[Stored items]
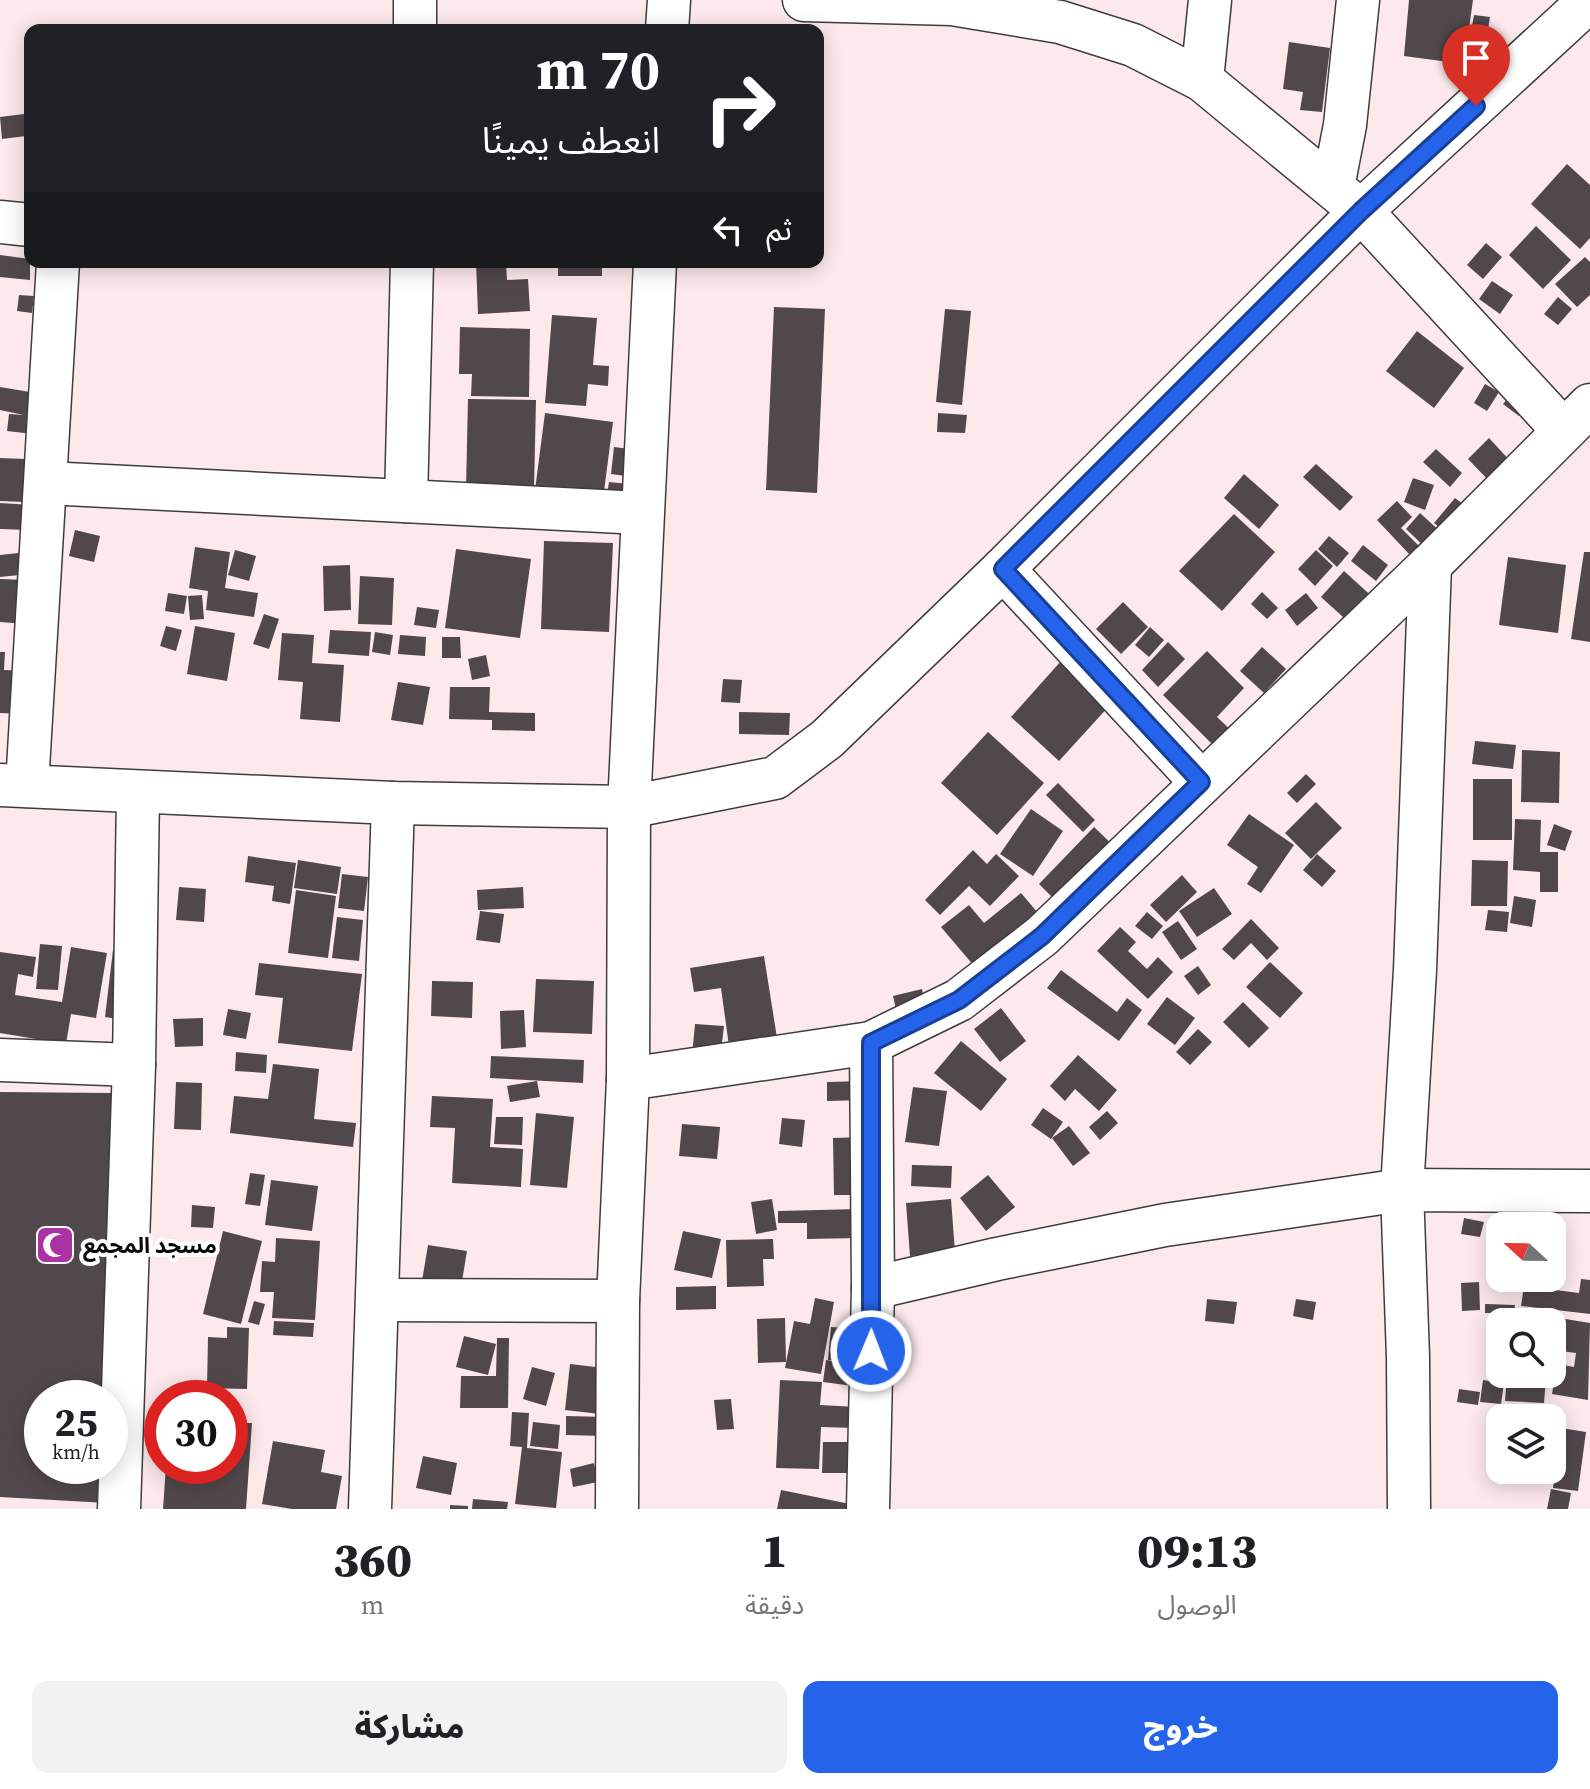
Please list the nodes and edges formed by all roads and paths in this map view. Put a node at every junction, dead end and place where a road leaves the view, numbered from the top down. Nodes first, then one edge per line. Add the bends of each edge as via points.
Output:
1 (415, 0) edge
2 (669, 0) edge
3 (804, 0) edge
4 (1210, 0) edge
5 (1358, 0) edge
6 (1590, 0) edge
7 (952, 2) edge
8 (415, 24) edge
9 (667, 24) edge
10 (1202, 80) junction
11 (1347, 199) junction
12 (0, 222) edge
13 (24, 224) edge
14 (58, 268) edge
15 (412, 268) edge
16 (655, 268) edge
17 (1576, 418) edge
18 (46, 483) junction
19 (406, 501) junction
20 (641, 513) junction
21 (1430, 565) junction
22 (1003, 569) junction
23 (1201, 782) junction
24 (14, 785) edge
25 (138, 792) junction
26 (393, 803) junction
27 (629, 807) junction
28 (871, 1043) junction
29 (0, 1060) edge
30 (134, 1065) junction
31 (628, 1079) junction
32 (1402, 1190) junction
33 (1590, 1191) edge
34 (873, 1288) junction
35 (378, 1300) junction
36 (618, 1301) junction
37 (119, 1509) edge
38 (370, 1509) edge
39 (617, 1509) edge
40 (868, 1509) edge
41 (1409, 1509) edge

1 - 8 street
2 - 9 street
3 - 7 street
4 - 10 street
5 - 11 street via 1345,125
6 - 11 street
7 - 10 street via 1060,22 1133,45
10 - 11 street
11 - 17 street
11 - 22 street
12 - 13 street
14 - 18 street
15 - 19 street
16 - 20 street
17 - 21 street
18 - 19 street
18 - 24 street
19 - 20 street
20 - 27 street
21 - 23 street
21 - 32 street
22 - 23 street
22 - 27 street via 827,739 775,778
23 - 28 street via 1042,936 959,1000
24 - 25 street
25 - 26 street
25 - 30 street
26 - 27 street
26 - 35 street
27 - 31 street
28 - 31 street
28 - 34 street
29 - 30 street
30 - 37 street
31 - 36 street
32 - 33 street
32 - 34 street via 1165,1225
32 - 41 street
34 - 40 street
35 - 36 street
35 - 38 street
36 - 39 street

- Task statement: All the records above need to be given again word for word. Skip the pictures.

- Solution below:
Please list the nodes and edges formed by all roads and paths in this map view. Put a node at every junction, dead end and place where a road leaves the view, numbered from the top down. Nodes first, then one edge per line. Add the bends of each edge as via points.
Output:
1 (415, 0) edge
2 (669, 0) edge
3 (804, 0) edge
4 (1210, 0) edge
5 (1358, 0) edge
6 (1590, 0) edge
7 (952, 2) edge
8 (415, 24) edge
9 (667, 24) edge
10 (1202, 80) junction
11 (1347, 199) junction
12 (0, 222) edge
13 (24, 224) edge
14 (58, 268) edge
15 (412, 268) edge
16 (655, 268) edge
17 (1576, 418) edge
18 (46, 483) junction
19 (406, 501) junction
20 (641, 513) junction
21 (1430, 565) junction
22 (1003, 569) junction
23 (1201, 782) junction
24 (14, 785) edge
25 (138, 792) junction
26 (393, 803) junction
27 (629, 807) junction
28 (871, 1043) junction
29 (0, 1060) edge
30 (134, 1065) junction
31 (628, 1079) junction
32 (1402, 1190) junction
33 (1590, 1191) edge
34 (873, 1288) junction
35 (378, 1300) junction
36 (618, 1301) junction
37 (119, 1509) edge
38 (370, 1509) edge
39 (617, 1509) edge
40 (868, 1509) edge
41 (1409, 1509) edge

1 - 8 street
2 - 9 street
3 - 7 street
4 - 10 street
5 - 11 street via 1345,125
6 - 11 street
7 - 10 street via 1060,22 1133,45
10 - 11 street
11 - 17 street
11 - 22 street
12 - 13 street
14 - 18 street
15 - 19 street
16 - 20 street
17 - 21 street
18 - 19 street
18 - 24 street
19 - 20 street
20 - 27 street
21 - 23 street
21 - 32 street
22 - 23 street
22 - 27 street via 827,739 775,778
23 - 28 street via 1042,936 959,1000
24 - 25 street
25 - 26 street
25 - 30 street
26 - 27 street
26 - 35 street
27 - 31 street
28 - 31 street
28 - 34 street
29 - 30 street
30 - 37 street
31 - 36 street
32 - 33 street
32 - 34 street via 1165,1225
32 - 41 street
34 - 40 street
35 - 36 street
35 - 38 street
36 - 39 street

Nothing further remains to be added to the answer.